(DATA EXTRACTS Opens)

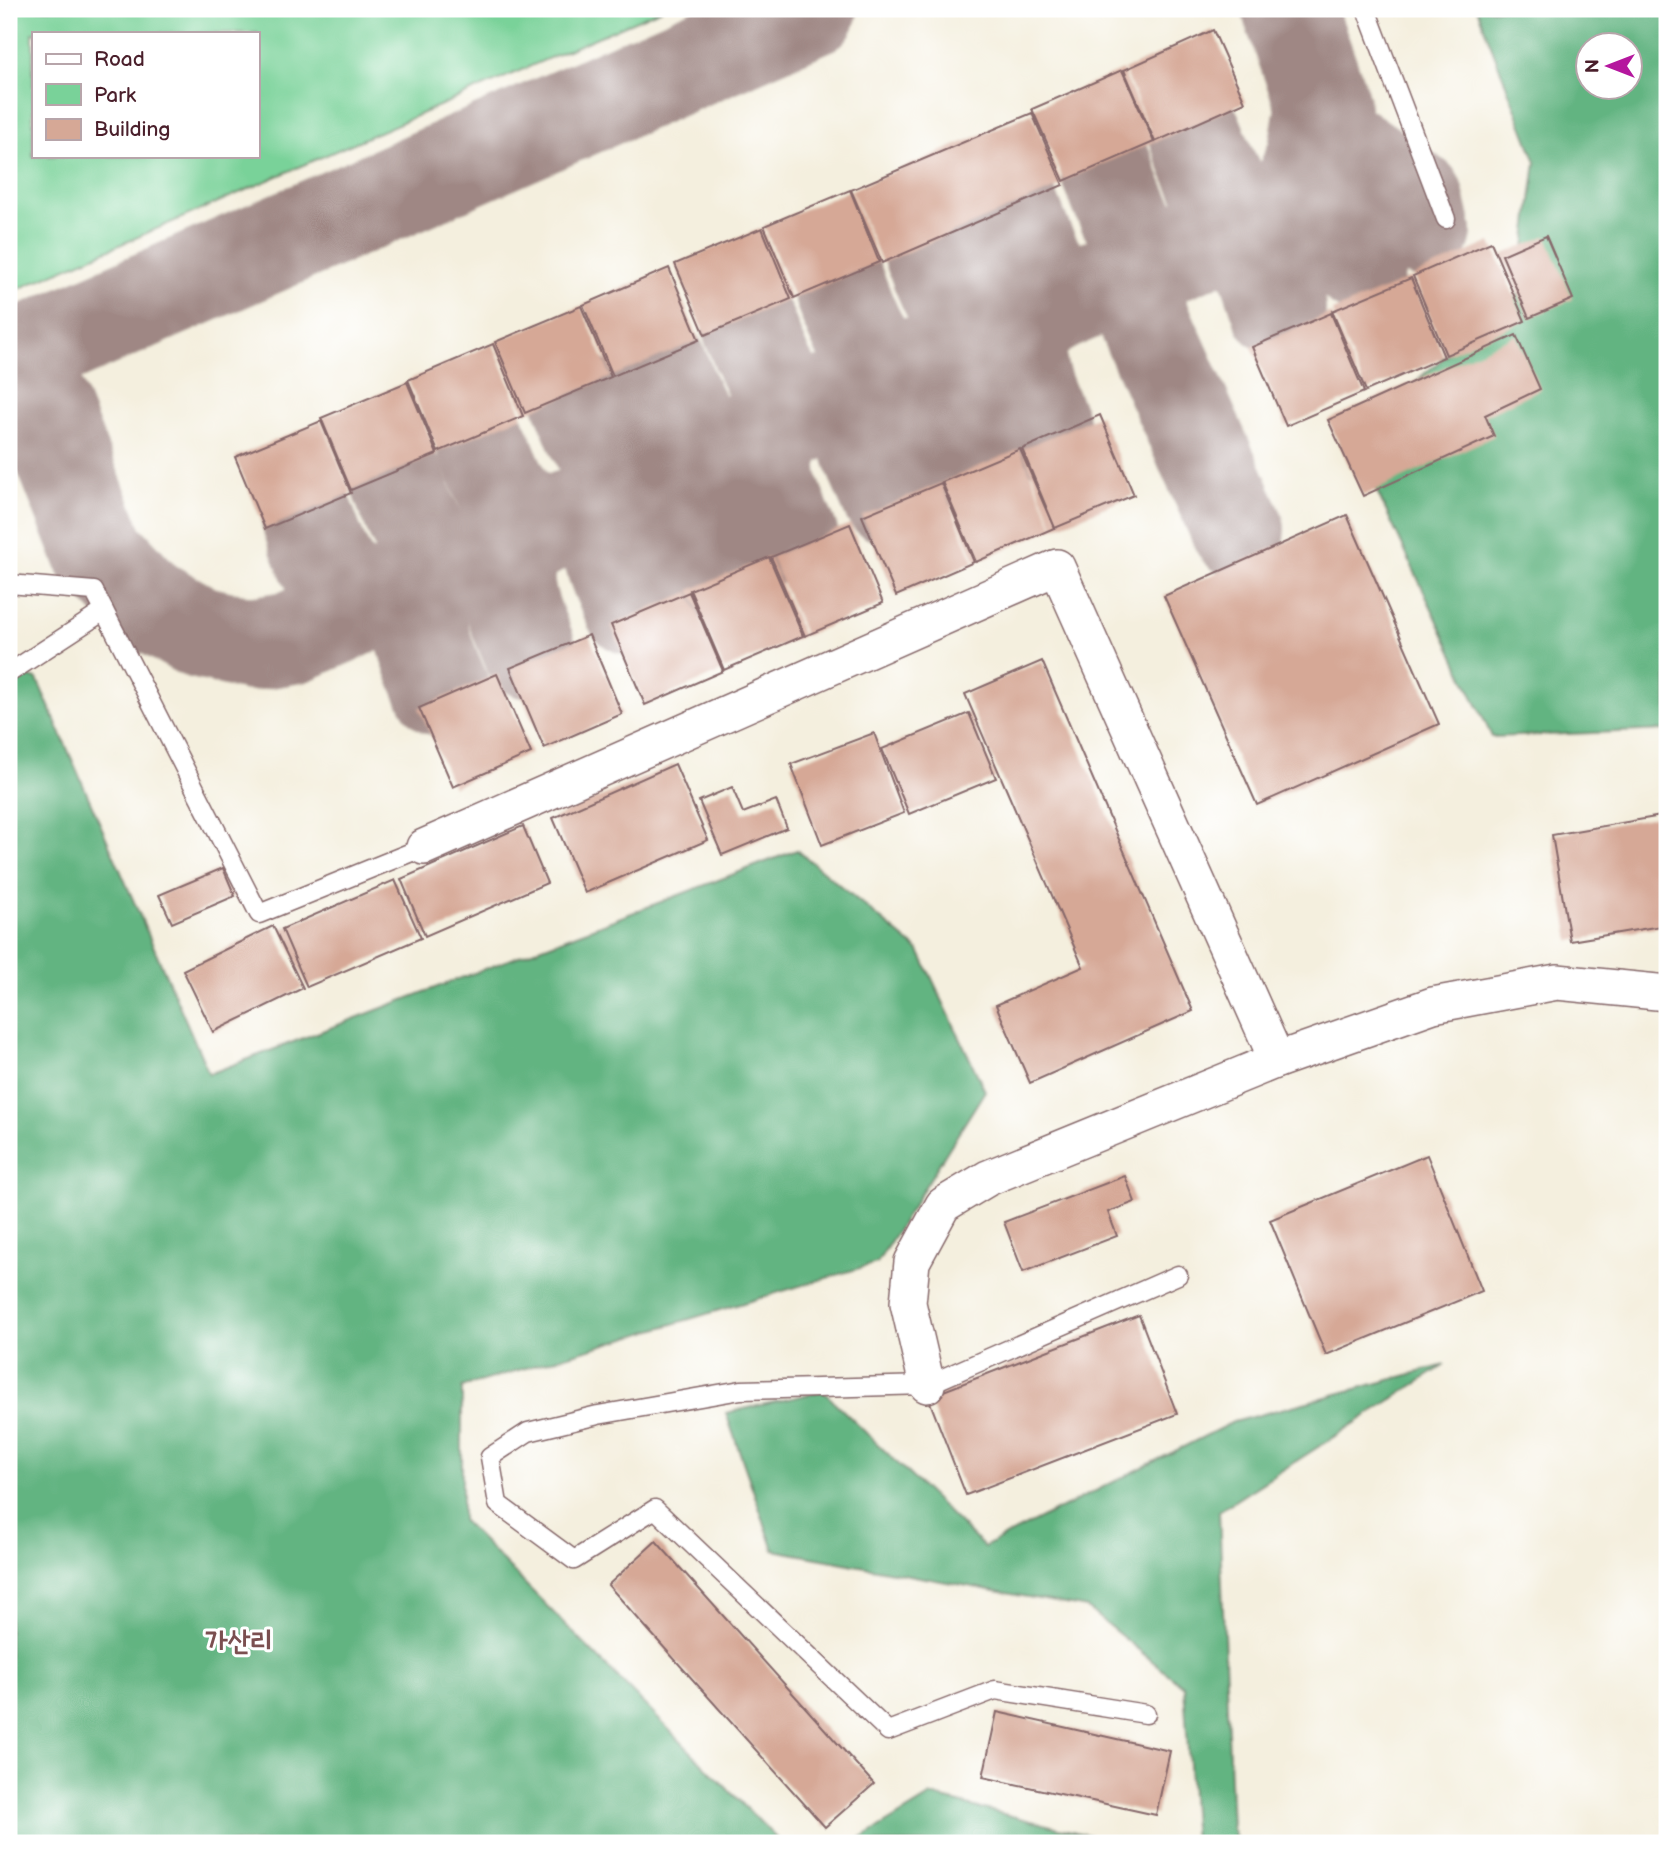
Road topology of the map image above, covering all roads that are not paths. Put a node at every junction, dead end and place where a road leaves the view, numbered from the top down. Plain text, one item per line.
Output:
1 (1366, 9) edge
2 (1446, 219) dead end
3 (9, 584) edge
4 (104, 611) junction
5 (9, 673) edge
6 (424, 847) joint
7 (1667, 993) edge
8 (1277, 1060) junction
9 (1178, 1275) dead end
10 (927, 1385) junction
11 (1146, 1714) dead end

1 - 2 lane
3 - 4 lane
4 - 5 lane
4 - 6 lane
6 - 8 street
7 - 8 street
8 - 10 street
9 - 10 lane
10 - 11 lane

(DATA EXTRACTS Closes)

- [TASK GOAL]: Your answer must be an exact repeat of all the records, minus the pictures.

- [ANSWER SECTION]:
Road topology of the map image above, covering all roads that are not paths. Put a node at every junction, dead end and place where a road leaves the view, numbered from the top down. Plain text, one item per line.
Output:
1 (1366, 9) edge
2 (1446, 219) dead end
3 (9, 584) edge
4 (104, 611) junction
5 (9, 673) edge
6 (424, 847) joint
7 (1667, 993) edge
8 (1277, 1060) junction
9 (1178, 1275) dead end
10 (927, 1385) junction
11 (1146, 1714) dead end

1 - 2 lane
3 - 4 lane
4 - 5 lane
4 - 6 lane
6 - 8 street
7 - 8 street
8 - 10 street
9 - 10 lane
10 - 11 lane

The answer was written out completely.